Dataset items
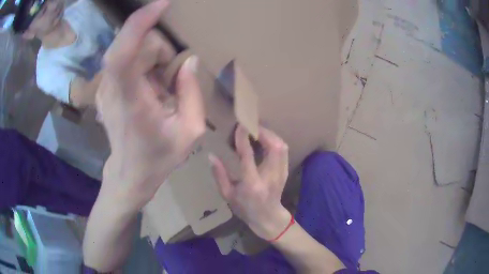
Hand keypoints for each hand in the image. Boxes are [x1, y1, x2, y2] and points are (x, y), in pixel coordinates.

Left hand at [96, 0, 204, 210]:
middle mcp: (111, 90)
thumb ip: (192, 93)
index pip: (123, 53)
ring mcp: (104, 88)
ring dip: (152, 58)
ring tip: (162, 86)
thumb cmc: (158, 158)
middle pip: (134, 44)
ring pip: (130, 49)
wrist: (129, 173)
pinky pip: (125, 58)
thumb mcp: (189, 132)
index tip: (161, 5)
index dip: (139, 23)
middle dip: (159, 50)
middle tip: (172, 78)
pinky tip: (151, 86)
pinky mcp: (104, 87)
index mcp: (131, 102)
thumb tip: (189, 61)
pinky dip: (143, 63)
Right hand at [210, 125, 290, 239]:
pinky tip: (265, 140)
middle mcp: (270, 176)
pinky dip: (275, 140)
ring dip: (270, 135)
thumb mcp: (227, 195)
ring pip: (282, 146)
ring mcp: (281, 173)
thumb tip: (212, 156)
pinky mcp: (285, 171)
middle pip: (274, 147)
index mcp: (252, 183)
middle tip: (251, 126)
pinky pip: (283, 150)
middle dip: (263, 132)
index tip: (240, 126)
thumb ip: (219, 175)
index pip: (248, 156)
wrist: (268, 218)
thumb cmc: (245, 208)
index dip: (244, 138)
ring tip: (258, 131)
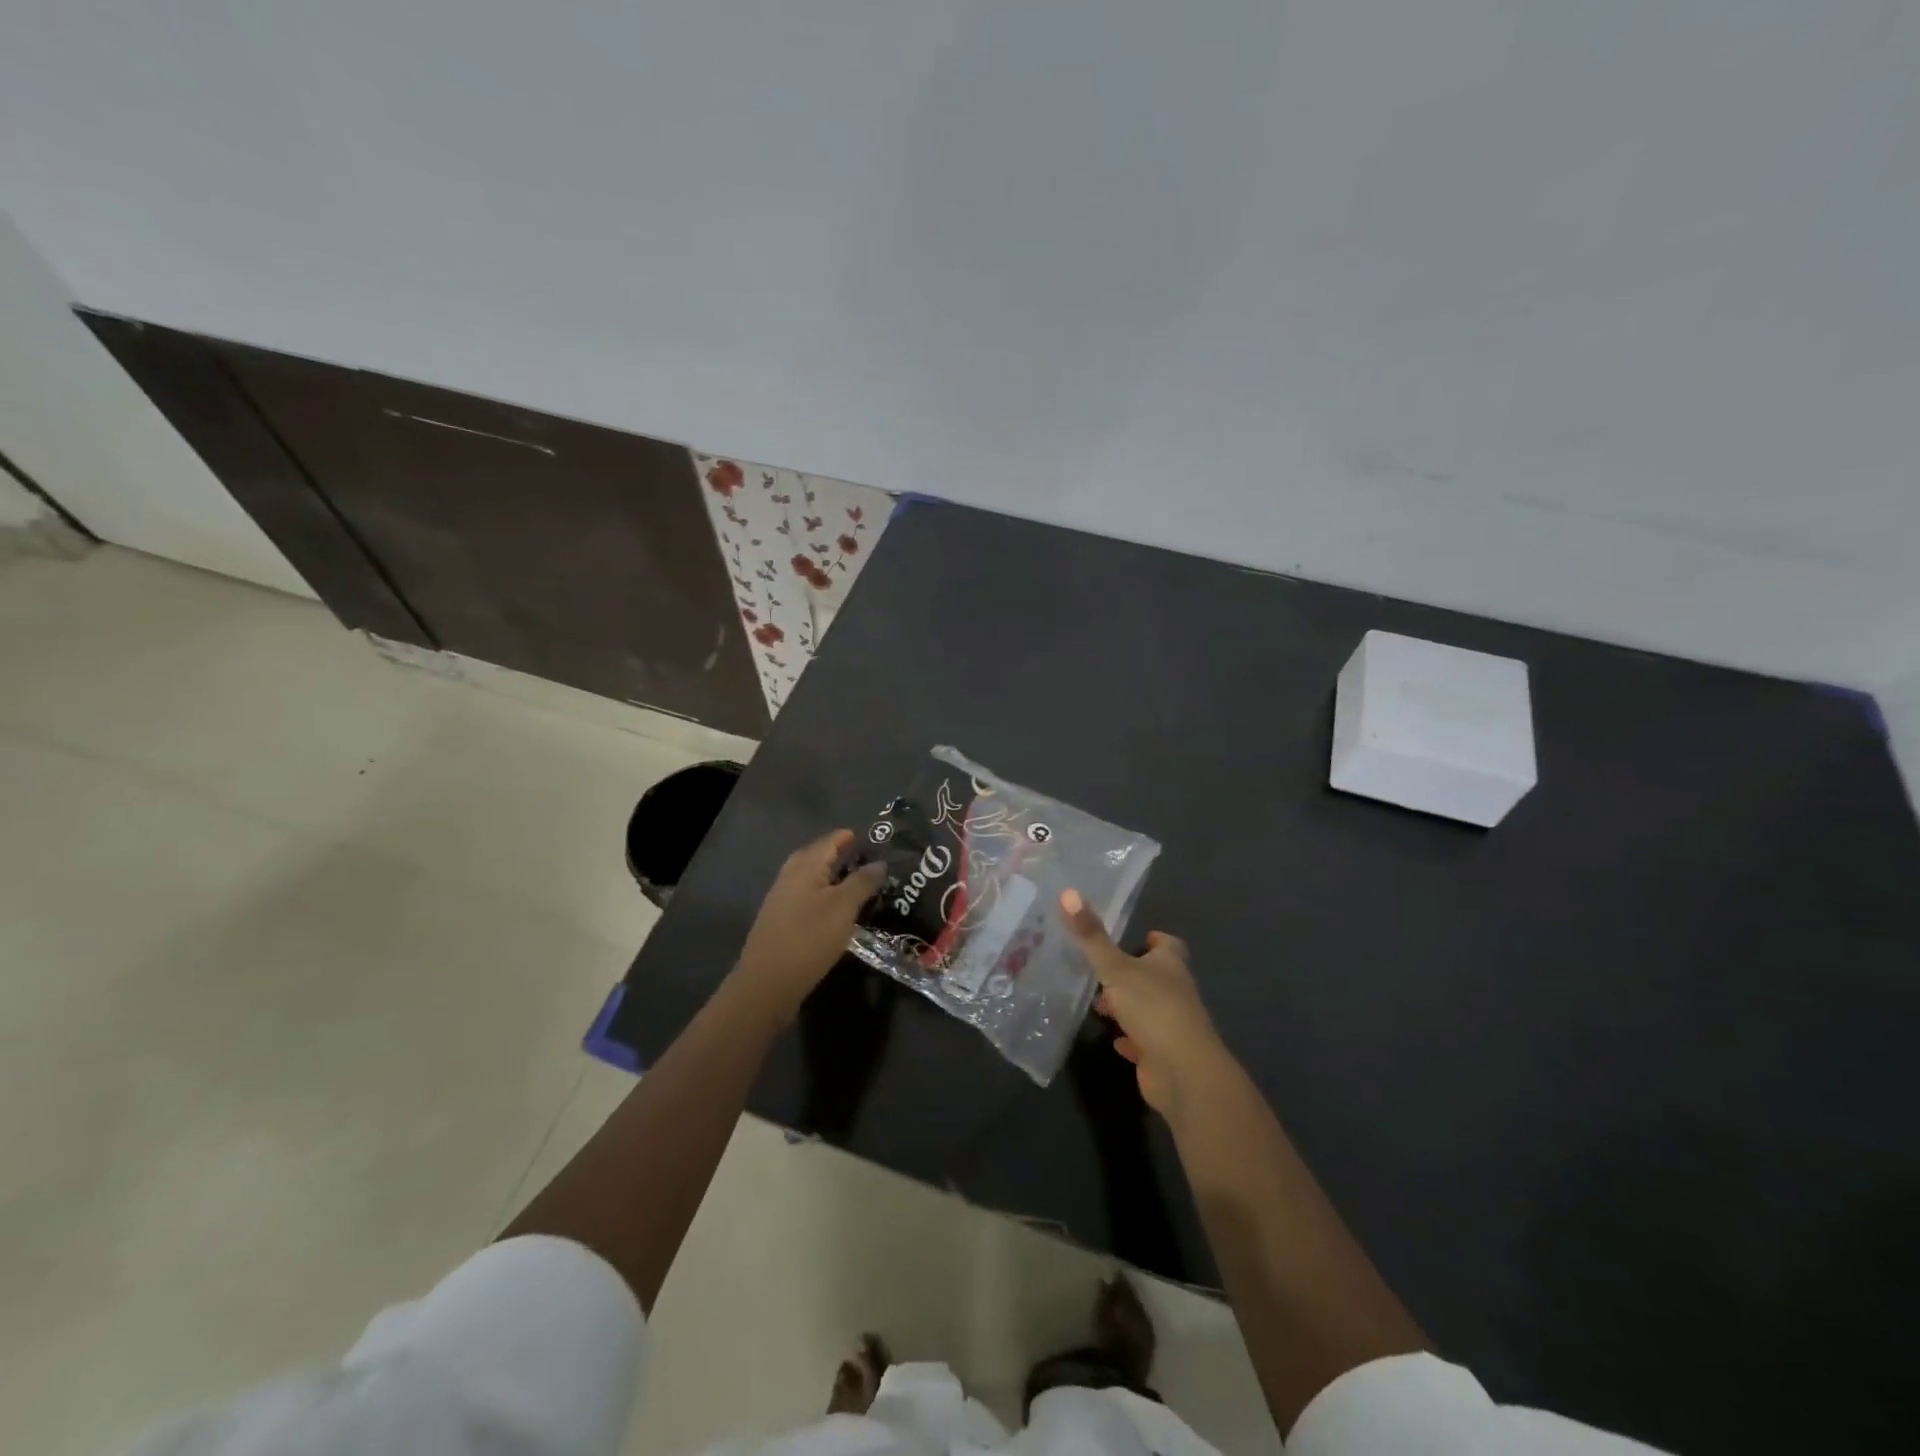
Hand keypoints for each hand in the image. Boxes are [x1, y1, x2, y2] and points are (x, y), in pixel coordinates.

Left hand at [735, 830, 885, 1017]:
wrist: (767, 984)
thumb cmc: (810, 938)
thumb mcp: (844, 907)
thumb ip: (862, 882)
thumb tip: (879, 862)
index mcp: (804, 867)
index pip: (829, 841)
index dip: (848, 837)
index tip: (869, 837)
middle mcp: (789, 877)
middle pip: (815, 857)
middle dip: (837, 854)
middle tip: (862, 857)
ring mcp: (780, 900)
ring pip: (808, 878)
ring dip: (829, 876)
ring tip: (853, 883)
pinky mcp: (779, 922)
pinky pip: (804, 897)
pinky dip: (822, 895)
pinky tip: (834, 910)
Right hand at [1059, 889, 1233, 1120]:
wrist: (1182, 1072)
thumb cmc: (1153, 1008)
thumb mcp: (1116, 968)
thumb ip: (1091, 936)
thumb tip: (1067, 891)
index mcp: (1171, 966)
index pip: (1170, 946)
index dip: (1157, 941)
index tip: (1142, 937)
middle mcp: (1176, 993)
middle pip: (1158, 977)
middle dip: (1134, 974)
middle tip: (1104, 970)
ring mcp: (1172, 1026)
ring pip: (1149, 1009)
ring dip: (1129, 1006)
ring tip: (1099, 1004)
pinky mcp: (1164, 1055)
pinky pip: (1146, 1043)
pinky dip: (1132, 1040)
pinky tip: (1115, 1041)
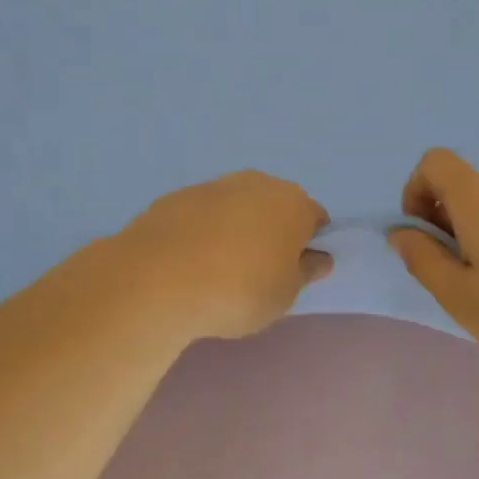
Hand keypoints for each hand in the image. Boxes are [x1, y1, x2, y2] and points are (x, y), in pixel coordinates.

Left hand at [115, 171, 331, 341]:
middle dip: (271, 231)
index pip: (314, 219)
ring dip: (235, 229)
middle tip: (257, 272)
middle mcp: (257, 184)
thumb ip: (305, 272)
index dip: (307, 245)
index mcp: (293, 204)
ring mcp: (214, 186)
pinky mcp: (177, 196)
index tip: (292, 272)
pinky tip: (188, 262)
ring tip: (218, 270)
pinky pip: (202, 214)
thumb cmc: (239, 290)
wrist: (160, 279)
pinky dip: (202, 231)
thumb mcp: (284, 295)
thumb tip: (318, 257)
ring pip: (236, 206)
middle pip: (274, 206)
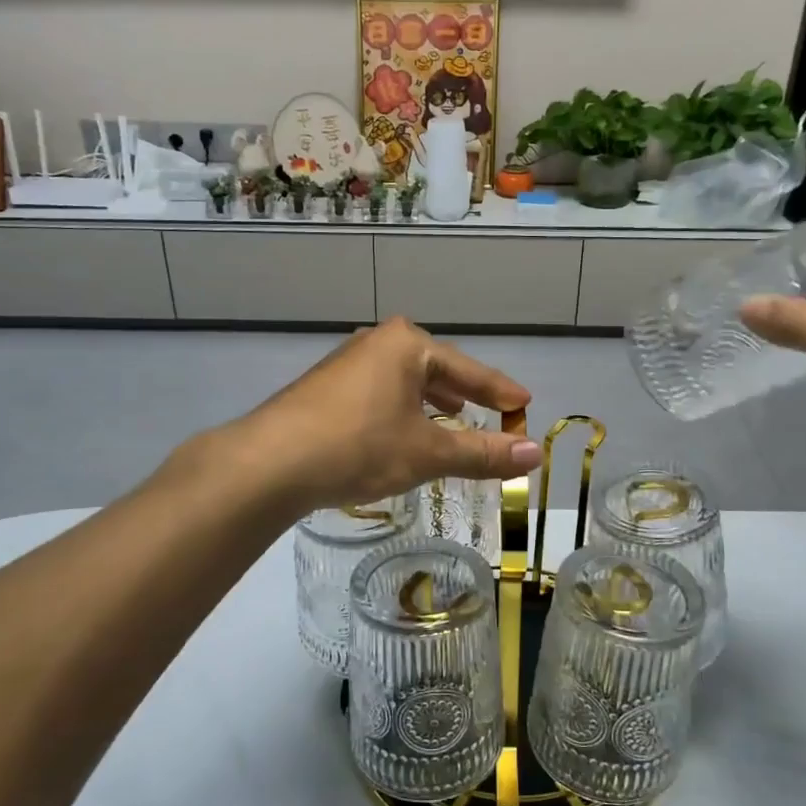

Work instruction → Only the lines above starting with the one with "ring dip: (829, 876)" and going through the one with "index tip: (1142, 937)" are to be copied, word for word and with both ends kept.

Output below →
ring dip: (829, 876)
ring tip: (853, 883)
pinky mcp: (779, 922)
pinky pip: (804, 897)
pinky dip: (822, 895)
pinky tip: (834, 910)
Right hand at [1059, 889, 1233, 1120]:
wrist: (1182, 1072)
thumb cmc: (1153, 1008)
thumb mcp: (1116, 968)
thumb ip: (1091, 936)
thumb tip: (1067, 891)
index mcp: (1171, 966)
index pip: (1170, 946)
index dip: (1157, 941)
index tip: (1142, 937)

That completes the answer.